__ASSIGNMENT__
Could the data underneath be repeated exactly, in full?

(Data extracted from a collection)
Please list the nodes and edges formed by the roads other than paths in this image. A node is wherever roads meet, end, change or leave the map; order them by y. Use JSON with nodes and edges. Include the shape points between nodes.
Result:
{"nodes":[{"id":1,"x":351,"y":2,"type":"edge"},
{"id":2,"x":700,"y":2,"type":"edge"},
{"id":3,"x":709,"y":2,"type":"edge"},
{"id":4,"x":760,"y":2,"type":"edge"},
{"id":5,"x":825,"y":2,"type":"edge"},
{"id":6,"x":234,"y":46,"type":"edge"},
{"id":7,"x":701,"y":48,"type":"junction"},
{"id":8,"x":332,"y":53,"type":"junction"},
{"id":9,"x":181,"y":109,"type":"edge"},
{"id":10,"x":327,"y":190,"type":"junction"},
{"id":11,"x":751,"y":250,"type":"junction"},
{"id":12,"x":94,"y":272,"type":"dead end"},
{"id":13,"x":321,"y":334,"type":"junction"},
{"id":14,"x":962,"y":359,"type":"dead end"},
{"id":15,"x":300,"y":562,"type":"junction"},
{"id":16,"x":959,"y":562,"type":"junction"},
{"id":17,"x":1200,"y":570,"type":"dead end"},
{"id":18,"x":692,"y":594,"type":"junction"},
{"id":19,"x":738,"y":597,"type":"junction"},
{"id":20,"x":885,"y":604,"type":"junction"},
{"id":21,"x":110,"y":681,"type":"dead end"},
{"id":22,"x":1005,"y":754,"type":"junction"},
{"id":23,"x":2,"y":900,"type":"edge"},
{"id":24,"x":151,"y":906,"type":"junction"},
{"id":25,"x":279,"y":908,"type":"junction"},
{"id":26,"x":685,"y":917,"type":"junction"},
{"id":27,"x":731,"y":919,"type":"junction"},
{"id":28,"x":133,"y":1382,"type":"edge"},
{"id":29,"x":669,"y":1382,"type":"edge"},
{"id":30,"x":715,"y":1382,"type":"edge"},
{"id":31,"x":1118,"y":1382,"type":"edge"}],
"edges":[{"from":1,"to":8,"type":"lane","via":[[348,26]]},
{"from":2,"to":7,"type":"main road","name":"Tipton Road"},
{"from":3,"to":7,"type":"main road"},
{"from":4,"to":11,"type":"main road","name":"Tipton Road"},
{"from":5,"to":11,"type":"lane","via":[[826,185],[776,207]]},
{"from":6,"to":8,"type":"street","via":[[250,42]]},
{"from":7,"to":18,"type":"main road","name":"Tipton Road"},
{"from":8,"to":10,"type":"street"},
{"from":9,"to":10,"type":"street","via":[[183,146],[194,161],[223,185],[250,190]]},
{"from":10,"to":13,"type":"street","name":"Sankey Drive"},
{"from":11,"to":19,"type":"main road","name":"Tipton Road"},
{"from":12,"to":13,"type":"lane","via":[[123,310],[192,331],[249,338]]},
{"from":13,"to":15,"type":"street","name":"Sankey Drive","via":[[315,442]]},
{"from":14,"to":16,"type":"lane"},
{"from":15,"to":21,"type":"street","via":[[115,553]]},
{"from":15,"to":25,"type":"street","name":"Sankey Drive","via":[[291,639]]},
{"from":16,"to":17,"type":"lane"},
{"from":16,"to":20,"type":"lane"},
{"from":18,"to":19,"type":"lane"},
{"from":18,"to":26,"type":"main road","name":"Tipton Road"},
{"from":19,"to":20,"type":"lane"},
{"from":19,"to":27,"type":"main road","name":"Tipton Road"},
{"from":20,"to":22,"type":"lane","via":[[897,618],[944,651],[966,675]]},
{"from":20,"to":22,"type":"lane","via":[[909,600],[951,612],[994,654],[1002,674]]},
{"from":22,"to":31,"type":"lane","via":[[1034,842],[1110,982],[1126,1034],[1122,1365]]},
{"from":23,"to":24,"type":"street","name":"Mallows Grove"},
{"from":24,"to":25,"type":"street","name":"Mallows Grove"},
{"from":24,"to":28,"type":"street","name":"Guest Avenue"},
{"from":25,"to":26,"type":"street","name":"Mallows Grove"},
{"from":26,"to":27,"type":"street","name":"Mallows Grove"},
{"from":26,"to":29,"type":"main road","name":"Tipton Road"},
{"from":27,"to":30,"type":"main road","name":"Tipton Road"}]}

__FINISHED TASK__
Please list the nodes and edges formed by the roads other than paths in this image. A node is wherever roads meet, end, change or leave the map; order them by y. Use JSON with nodes and edges. Include the shape points between nodes.
Result:
{"nodes":[{"id":1,"x":351,"y":2,"type":"edge"},
{"id":2,"x":700,"y":2,"type":"edge"},
{"id":3,"x":709,"y":2,"type":"edge"},
{"id":4,"x":760,"y":2,"type":"edge"},
{"id":5,"x":825,"y":2,"type":"edge"},
{"id":6,"x":234,"y":46,"type":"edge"},
{"id":7,"x":701,"y":48,"type":"junction"},
{"id":8,"x":332,"y":53,"type":"junction"},
{"id":9,"x":181,"y":109,"type":"edge"},
{"id":10,"x":327,"y":190,"type":"junction"},
{"id":11,"x":751,"y":250,"type":"junction"},
{"id":12,"x":94,"y":272,"type":"dead end"},
{"id":13,"x":321,"y":334,"type":"junction"},
{"id":14,"x":962,"y":359,"type":"dead end"},
{"id":15,"x":300,"y":562,"type":"junction"},
{"id":16,"x":959,"y":562,"type":"junction"},
{"id":17,"x":1200,"y":570,"type":"dead end"},
{"id":18,"x":692,"y":594,"type":"junction"},
{"id":19,"x":738,"y":597,"type":"junction"},
{"id":20,"x":885,"y":604,"type":"junction"},
{"id":21,"x":110,"y":681,"type":"dead end"},
{"id":22,"x":1005,"y":754,"type":"junction"},
{"id":23,"x":2,"y":900,"type":"edge"},
{"id":24,"x":151,"y":906,"type":"junction"},
{"id":25,"x":279,"y":908,"type":"junction"},
{"id":26,"x":685,"y":917,"type":"junction"},
{"id":27,"x":731,"y":919,"type":"junction"},
{"id":28,"x":133,"y":1382,"type":"edge"},
{"id":29,"x":669,"y":1382,"type":"edge"},
{"id":30,"x":715,"y":1382,"type":"edge"},
{"id":31,"x":1118,"y":1382,"type":"edge"}],
"edges":[{"from":1,"to":8,"type":"lane","via":[[348,26]]},
{"from":2,"to":7,"type":"main road","name":"Tipton Road"},
{"from":3,"to":7,"type":"main road"},
{"from":4,"to":11,"type":"main road","name":"Tipton Road"},
{"from":5,"to":11,"type":"lane","via":[[826,185],[776,207]]},
{"from":6,"to":8,"type":"street","via":[[250,42]]},
{"from":7,"to":18,"type":"main road","name":"Tipton Road"},
{"from":8,"to":10,"type":"street"},
{"from":9,"to":10,"type":"street","via":[[183,146],[194,161],[223,185],[250,190]]},
{"from":10,"to":13,"type":"street","name":"Sankey Drive"},
{"from":11,"to":19,"type":"main road","name":"Tipton Road"},
{"from":12,"to":13,"type":"lane","via":[[123,310],[192,331],[249,338]]},
{"from":13,"to":15,"type":"street","name":"Sankey Drive","via":[[315,442]]},
{"from":14,"to":16,"type":"lane"},
{"from":15,"to":21,"type":"street","via":[[115,553]]},
{"from":15,"to":25,"type":"street","name":"Sankey Drive","via":[[291,639]]},
{"from":16,"to":17,"type":"lane"},
{"from":16,"to":20,"type":"lane"},
{"from":18,"to":19,"type":"lane"},
{"from":18,"to":26,"type":"main road","name":"Tipton Road"},
{"from":19,"to":20,"type":"lane"},
{"from":19,"to":27,"type":"main road","name":"Tipton Road"},
{"from":20,"to":22,"type":"lane","via":[[897,618],[944,651],[966,675]]},
{"from":20,"to":22,"type":"lane","via":[[909,600],[951,612],[994,654],[1002,674]]},
{"from":22,"to":31,"type":"lane","via":[[1034,842],[1110,982],[1126,1034],[1122,1365]]},
{"from":23,"to":24,"type":"street","name":"Mallows Grove"},
{"from":24,"to":25,"type":"street","name":"Mallows Grove"},
{"from":24,"to":28,"type":"street","name":"Guest Avenue"},
{"from":25,"to":26,"type":"street","name":"Mallows Grove"},
{"from":26,"to":27,"type":"street","name":"Mallows Grove"},
{"from":26,"to":29,"type":"main road","name":"Tipton Road"},
{"from":27,"to":30,"type":"main road","name":"Tipton Road"}]}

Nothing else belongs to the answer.